If $(M_t)_{0\leq t<\infty}$ is continuous martingale and it is $L^1$ bounded, does it imply that quadratic variation $\langle M\rangle_\infty$ is finite a.s. ?
Asked
Active
Viewed 1,845 times
6
saz
- 123,507
chandu1729
- 3,871
-
I deleted my answer. A remark in Revuz-Yor says that a $L^1$ bounded martingale may not have integrable supremum. If you have that $M_t \log^+ M_t$ is bounded in $L^1$ then the expectation of the supremum is bounded and you can apply my argument. Maybe something more subtle is needed to prove the general case – Bunder Oct 17 '13 at 07:49
2 Answers
6
Yes, it does. I will flesh out what mike probably had in mind.
For $b > 0$, let $T_b = \inf\{t : |M_t| \ge b\}$. Since $M_t$ is continuous, for any $t$ we have $|M_{T_b \wedge t}| \le b$. Now $M_t^2 - \langle M \rangle_t$ is a martingale, so by optional stopping we have, for any $t$, $$E[\langle M \rangle_{T_b \wedge t}] = E[M_{T_b \wedge t}^2] \le b^2.$$
Letting $t \to \infty$ and using Fatou's lemma, we have $E[\langle M \rangle_{T_b}] \le b^2 < \infty$; in particular, $\langle M \rangle_\infty < \infty$ a.s. on $\{T_b = \infty\}$. (Note of course that $\langle M \rangle_t$ is an increasing process, so $\langle M \rangle_\infty$ makes sense.) So $\langle M \rangle_\infty < \infty$ almost surely on the event $A := \bigcup_{b \in \mathbb{N}} \{T_b = \infty\}$. But $A$ is precisely the event that $M_t$ is bounded (that there exists some $b$ which is never reached; here we have used continuity of $M_t$ again).

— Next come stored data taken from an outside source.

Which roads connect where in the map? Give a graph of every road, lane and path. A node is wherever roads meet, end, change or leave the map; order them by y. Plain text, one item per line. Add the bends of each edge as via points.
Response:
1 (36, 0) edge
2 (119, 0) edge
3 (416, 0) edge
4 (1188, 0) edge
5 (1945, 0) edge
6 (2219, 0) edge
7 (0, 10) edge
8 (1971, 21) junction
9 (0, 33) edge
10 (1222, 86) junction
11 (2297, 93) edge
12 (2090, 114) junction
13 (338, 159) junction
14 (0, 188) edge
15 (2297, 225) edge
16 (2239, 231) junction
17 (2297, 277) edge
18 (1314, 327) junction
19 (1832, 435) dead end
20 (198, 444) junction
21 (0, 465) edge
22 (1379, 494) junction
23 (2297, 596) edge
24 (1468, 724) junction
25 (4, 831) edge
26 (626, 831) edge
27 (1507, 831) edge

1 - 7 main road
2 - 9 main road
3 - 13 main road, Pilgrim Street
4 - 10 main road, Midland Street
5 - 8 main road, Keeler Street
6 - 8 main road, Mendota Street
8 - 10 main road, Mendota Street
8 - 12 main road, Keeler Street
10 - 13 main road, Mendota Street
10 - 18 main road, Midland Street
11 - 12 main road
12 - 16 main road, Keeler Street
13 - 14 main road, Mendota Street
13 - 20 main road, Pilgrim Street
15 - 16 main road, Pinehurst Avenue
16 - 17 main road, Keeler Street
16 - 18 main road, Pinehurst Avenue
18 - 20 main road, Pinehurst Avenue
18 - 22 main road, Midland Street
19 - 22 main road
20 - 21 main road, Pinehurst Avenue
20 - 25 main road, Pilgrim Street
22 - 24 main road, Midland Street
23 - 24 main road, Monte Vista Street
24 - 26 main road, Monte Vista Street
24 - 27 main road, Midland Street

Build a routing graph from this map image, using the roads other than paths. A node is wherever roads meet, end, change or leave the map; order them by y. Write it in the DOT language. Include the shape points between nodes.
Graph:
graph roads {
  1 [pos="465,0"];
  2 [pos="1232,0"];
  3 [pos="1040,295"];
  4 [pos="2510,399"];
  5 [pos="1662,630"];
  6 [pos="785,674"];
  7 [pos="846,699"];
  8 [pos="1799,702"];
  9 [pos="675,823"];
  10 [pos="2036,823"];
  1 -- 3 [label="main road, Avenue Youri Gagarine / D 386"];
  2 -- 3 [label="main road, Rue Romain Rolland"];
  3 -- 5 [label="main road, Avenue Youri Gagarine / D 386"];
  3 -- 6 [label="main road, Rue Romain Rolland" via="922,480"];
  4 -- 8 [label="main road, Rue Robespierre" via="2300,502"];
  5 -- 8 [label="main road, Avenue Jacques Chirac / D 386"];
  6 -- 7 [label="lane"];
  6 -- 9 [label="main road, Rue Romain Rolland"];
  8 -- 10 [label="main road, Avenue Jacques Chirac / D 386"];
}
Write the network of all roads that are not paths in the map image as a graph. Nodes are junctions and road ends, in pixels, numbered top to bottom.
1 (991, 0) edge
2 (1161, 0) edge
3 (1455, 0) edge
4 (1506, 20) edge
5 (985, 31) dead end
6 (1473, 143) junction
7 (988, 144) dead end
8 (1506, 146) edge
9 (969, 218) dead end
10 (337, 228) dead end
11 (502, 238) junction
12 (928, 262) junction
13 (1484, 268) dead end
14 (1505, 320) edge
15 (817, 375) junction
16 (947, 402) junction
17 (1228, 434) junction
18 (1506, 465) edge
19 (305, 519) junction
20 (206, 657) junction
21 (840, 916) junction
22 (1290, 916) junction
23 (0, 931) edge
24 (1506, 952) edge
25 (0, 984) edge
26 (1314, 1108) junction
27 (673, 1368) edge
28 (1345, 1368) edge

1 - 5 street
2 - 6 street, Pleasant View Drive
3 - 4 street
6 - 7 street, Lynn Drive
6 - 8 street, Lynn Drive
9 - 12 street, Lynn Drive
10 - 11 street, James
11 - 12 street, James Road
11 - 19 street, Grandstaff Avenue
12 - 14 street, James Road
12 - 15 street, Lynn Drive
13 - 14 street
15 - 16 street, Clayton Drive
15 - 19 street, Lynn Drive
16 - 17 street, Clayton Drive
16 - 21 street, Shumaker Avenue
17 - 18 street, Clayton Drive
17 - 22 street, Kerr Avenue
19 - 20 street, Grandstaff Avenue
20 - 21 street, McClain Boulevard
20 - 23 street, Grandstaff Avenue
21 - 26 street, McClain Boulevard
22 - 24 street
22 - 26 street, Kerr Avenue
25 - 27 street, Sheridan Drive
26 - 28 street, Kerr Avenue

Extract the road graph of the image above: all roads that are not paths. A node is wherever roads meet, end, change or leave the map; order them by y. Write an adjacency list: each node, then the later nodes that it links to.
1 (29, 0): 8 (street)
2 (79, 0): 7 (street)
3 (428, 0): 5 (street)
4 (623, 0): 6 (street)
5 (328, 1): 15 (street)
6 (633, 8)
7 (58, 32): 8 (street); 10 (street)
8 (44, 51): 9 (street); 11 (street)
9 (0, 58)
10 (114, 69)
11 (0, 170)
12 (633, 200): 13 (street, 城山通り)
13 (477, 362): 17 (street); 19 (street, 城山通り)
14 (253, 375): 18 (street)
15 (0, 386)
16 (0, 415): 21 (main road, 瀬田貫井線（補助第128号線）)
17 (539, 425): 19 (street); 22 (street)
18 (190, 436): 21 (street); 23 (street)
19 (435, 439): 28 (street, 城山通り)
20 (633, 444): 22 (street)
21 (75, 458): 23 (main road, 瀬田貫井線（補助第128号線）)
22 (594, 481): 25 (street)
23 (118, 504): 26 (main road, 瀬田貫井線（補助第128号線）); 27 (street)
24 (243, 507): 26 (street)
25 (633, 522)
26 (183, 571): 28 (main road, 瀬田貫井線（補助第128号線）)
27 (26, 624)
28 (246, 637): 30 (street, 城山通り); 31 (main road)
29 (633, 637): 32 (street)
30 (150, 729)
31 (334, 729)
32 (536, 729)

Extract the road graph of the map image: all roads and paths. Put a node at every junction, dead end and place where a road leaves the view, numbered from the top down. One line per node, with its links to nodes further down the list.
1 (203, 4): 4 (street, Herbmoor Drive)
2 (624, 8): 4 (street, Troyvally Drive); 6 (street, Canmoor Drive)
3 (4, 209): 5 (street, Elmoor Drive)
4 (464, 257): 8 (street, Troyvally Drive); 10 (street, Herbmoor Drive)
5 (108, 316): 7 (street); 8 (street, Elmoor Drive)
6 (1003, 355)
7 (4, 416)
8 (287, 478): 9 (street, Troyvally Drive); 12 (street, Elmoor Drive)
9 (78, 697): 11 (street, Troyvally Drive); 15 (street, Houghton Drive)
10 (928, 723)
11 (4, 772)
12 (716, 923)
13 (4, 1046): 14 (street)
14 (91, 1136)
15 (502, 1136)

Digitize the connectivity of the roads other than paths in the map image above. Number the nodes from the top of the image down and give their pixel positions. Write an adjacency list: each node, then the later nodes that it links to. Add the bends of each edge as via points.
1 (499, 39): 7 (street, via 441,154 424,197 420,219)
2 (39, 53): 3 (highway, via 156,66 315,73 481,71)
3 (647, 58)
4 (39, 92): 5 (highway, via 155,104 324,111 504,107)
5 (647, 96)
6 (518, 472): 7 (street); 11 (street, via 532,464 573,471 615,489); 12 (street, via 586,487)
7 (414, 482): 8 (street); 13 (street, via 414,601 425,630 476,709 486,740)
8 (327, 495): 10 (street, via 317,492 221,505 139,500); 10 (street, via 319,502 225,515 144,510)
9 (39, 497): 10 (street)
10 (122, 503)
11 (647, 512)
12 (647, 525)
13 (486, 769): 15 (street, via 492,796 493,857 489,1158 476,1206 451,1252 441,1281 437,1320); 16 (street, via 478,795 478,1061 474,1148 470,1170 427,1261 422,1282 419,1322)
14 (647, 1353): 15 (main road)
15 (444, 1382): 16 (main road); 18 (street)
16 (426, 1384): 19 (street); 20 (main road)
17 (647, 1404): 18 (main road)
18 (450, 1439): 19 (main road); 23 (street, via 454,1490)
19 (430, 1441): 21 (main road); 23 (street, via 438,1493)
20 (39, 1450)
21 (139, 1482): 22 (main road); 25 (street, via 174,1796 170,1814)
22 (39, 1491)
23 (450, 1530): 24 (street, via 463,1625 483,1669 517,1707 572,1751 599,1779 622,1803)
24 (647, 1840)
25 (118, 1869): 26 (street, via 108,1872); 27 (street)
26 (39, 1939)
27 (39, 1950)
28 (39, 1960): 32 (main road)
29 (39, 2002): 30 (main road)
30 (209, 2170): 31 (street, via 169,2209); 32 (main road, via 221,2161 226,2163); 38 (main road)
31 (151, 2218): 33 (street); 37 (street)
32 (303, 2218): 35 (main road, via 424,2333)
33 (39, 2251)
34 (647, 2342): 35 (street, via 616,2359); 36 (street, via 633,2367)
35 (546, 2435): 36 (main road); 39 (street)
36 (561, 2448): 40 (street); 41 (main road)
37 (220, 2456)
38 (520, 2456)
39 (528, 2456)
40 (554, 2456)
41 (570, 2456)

But $M_t$ is $L^1$ bounded, so by the martingale convergence theorem, $M_t$ converges almost surely. Thus $M_t$ is almost surely bounded, and we have $P(A) = 1$, which completes the proof.
Nate Eldredge
- 101,664
-
-
Nate Eldredge: Indeed very nice proof. Thank's I've learned something today. Best regards – TheBridge Oct 21 '13 at 08:54
-
Hi, may I ask why is $M_t^2 - \langle{M}\rangle_t$ a martingale? It doesn't seem to be true even if we consider discrete-time martingales. Let $X$ be a random variable such that $\mathbb{E}[|X|] < \infty$ but $\mathbb{E}[X^2] = \infty$. Then let $M_t = X$ for all $t$. Then clearly $M_t$ is a martingale which is $L^1$-bounded, but $M_t^2 - \langle{M}\rangle_t$ is not $L^1$ bounded, so it is not a martingale (of course in this case it's trivial that the quadratic variation is bounded, but I'm saying that your argument appears to break down). – Clement Yung Feb 14 '21 at 14:41
-
@ClementYung: I'm assuming here that $M_t$ is an $L^2$ martingale. This is normally assumed whenever you talk about quadratic variation, because you need $L^2$ for it to even make sense. So to be clear, we are assuming that each $E[M_t^2]$ is finite (but they could be unbounded in $t$), and that $\sup_t E[|M_t|] < \infty$ ($L^1$ bounded). And for $L^2$ martingales it is true that $M_t^2 - \langle M \rangle_t$ is a martingale; this is often taken as the definition of $\langle M \rangle_t$. – Nate Eldredge Feb 14 '21 at 15:55
1
yes, since it converges, being L1 bounded, its sample paths will be the same as those of the process stopped when you hit $\pm K$ for a large K with high probability, and so are the same, with high probability, as those of a $\mathbb L^2$ bounded martingale.
mike
- 1,319